PROBLEM REQUIREMENTS |
In the records below, find each line holding the word "name" and copy it.

PROVIDED RECORDS |
::::::::

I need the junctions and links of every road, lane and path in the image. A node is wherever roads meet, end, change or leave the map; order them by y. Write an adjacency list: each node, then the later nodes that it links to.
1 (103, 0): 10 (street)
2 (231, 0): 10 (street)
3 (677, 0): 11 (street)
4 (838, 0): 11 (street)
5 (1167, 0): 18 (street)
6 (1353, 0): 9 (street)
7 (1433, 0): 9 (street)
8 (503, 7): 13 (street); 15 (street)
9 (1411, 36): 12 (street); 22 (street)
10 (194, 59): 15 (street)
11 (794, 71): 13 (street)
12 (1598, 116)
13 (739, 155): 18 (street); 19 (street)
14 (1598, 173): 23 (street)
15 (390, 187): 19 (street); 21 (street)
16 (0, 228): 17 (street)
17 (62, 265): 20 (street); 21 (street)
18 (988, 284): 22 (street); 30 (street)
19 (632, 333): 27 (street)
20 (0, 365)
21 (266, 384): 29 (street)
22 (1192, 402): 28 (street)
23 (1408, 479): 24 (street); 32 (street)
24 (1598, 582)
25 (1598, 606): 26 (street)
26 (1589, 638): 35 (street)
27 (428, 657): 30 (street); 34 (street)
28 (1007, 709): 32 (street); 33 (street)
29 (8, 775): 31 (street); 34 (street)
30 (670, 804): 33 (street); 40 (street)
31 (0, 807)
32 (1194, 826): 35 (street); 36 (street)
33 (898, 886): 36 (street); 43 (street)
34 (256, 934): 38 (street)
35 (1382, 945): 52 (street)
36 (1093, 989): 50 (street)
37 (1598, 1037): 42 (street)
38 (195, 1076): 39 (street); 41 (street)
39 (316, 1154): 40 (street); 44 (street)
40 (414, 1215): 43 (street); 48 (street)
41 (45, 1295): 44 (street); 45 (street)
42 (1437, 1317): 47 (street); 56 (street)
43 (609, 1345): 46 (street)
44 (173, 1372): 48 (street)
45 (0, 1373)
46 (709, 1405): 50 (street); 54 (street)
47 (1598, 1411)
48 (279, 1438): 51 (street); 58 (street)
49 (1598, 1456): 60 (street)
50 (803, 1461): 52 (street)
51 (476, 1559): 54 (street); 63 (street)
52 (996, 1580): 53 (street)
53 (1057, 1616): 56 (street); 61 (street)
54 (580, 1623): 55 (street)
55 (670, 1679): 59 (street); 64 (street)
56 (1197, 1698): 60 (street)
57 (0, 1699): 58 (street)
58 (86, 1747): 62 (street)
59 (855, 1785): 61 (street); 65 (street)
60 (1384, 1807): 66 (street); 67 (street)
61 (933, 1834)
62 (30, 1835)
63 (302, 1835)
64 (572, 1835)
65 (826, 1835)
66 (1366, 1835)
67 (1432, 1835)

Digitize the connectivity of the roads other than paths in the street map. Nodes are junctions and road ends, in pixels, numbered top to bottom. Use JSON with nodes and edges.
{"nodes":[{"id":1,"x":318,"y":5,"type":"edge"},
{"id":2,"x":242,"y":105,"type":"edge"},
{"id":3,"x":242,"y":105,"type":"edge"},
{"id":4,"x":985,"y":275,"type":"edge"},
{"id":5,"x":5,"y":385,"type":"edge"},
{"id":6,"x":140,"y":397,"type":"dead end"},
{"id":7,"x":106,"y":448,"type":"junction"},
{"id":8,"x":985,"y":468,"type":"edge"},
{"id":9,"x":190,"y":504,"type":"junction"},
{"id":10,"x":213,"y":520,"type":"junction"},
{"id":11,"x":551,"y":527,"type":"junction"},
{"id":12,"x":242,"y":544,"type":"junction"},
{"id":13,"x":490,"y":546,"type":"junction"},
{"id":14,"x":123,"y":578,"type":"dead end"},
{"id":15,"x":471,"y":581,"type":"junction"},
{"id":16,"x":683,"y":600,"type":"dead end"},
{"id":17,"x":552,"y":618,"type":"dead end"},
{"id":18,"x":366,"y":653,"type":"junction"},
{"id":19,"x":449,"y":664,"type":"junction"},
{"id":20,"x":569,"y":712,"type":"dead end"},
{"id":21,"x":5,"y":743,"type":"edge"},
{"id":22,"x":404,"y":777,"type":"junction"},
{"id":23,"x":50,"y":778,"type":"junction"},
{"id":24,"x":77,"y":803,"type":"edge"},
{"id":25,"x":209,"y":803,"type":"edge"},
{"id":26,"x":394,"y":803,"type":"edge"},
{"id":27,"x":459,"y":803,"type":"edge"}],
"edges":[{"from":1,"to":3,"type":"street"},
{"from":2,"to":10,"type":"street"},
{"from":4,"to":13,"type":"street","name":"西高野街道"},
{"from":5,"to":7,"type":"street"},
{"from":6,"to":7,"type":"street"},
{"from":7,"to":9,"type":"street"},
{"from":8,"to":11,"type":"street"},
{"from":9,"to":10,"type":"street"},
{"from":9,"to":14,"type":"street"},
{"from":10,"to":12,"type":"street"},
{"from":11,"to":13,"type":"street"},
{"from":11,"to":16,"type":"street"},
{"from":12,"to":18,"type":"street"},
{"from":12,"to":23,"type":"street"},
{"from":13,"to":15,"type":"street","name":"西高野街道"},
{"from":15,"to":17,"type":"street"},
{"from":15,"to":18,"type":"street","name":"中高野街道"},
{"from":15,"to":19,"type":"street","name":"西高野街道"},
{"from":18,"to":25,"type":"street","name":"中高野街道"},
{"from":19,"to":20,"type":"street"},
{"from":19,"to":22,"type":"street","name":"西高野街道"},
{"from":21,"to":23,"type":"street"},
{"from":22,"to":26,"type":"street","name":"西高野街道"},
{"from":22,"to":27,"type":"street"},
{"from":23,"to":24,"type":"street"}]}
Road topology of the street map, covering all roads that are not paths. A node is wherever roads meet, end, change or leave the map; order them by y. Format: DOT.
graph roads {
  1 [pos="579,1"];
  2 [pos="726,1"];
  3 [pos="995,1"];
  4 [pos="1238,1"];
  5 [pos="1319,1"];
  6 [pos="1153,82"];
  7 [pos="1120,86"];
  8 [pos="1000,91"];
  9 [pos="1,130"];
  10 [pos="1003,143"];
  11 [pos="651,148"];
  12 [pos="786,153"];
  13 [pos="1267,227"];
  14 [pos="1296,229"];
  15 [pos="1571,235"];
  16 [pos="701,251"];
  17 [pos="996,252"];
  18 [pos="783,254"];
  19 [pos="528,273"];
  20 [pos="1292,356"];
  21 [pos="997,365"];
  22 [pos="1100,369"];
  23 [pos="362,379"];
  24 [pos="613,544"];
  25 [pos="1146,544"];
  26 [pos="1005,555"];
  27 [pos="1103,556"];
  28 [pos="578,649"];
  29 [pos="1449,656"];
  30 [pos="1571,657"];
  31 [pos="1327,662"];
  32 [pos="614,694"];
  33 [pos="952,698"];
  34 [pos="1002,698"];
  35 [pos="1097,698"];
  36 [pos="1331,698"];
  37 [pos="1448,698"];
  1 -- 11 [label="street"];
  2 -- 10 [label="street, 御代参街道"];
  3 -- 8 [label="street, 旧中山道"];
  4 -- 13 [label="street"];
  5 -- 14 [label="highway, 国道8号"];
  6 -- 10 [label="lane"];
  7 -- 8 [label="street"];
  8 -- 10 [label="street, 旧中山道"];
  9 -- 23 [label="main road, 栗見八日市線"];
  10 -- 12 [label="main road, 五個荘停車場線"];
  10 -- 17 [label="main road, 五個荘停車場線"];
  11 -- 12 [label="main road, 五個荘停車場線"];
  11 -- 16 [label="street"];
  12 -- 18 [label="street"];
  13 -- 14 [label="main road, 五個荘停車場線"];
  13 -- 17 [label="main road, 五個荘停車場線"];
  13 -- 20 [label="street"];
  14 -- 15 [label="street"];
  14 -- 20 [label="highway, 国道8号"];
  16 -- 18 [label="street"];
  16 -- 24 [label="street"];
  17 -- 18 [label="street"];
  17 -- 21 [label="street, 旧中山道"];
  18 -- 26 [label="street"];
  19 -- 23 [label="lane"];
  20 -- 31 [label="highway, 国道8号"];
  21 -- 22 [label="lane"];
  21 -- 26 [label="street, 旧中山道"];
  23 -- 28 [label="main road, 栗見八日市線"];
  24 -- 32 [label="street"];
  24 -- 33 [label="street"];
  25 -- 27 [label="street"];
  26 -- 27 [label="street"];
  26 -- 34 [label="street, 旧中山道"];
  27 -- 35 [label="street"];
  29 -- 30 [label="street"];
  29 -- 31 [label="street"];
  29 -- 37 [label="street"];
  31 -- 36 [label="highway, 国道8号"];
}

::::::::

TASK RESULT |
{"from":4,"to":13,"type":"street","name":"西高野街道"},
{"from":13,"to":15,"type":"street","name":"西高野街道"},
{"from":15,"to":18,"type":"street","name":"中高野街道"},
{"from":15,"to":19,"type":"street","name":"西高野街道"},
{"from":18,"to":25,"type":"street","name":"中高野街道"},
{"from":19,"to":22,"type":"street","name":"西高野街道"},
{"from":22,"to":26,"type":"street","name":"西高野街道"},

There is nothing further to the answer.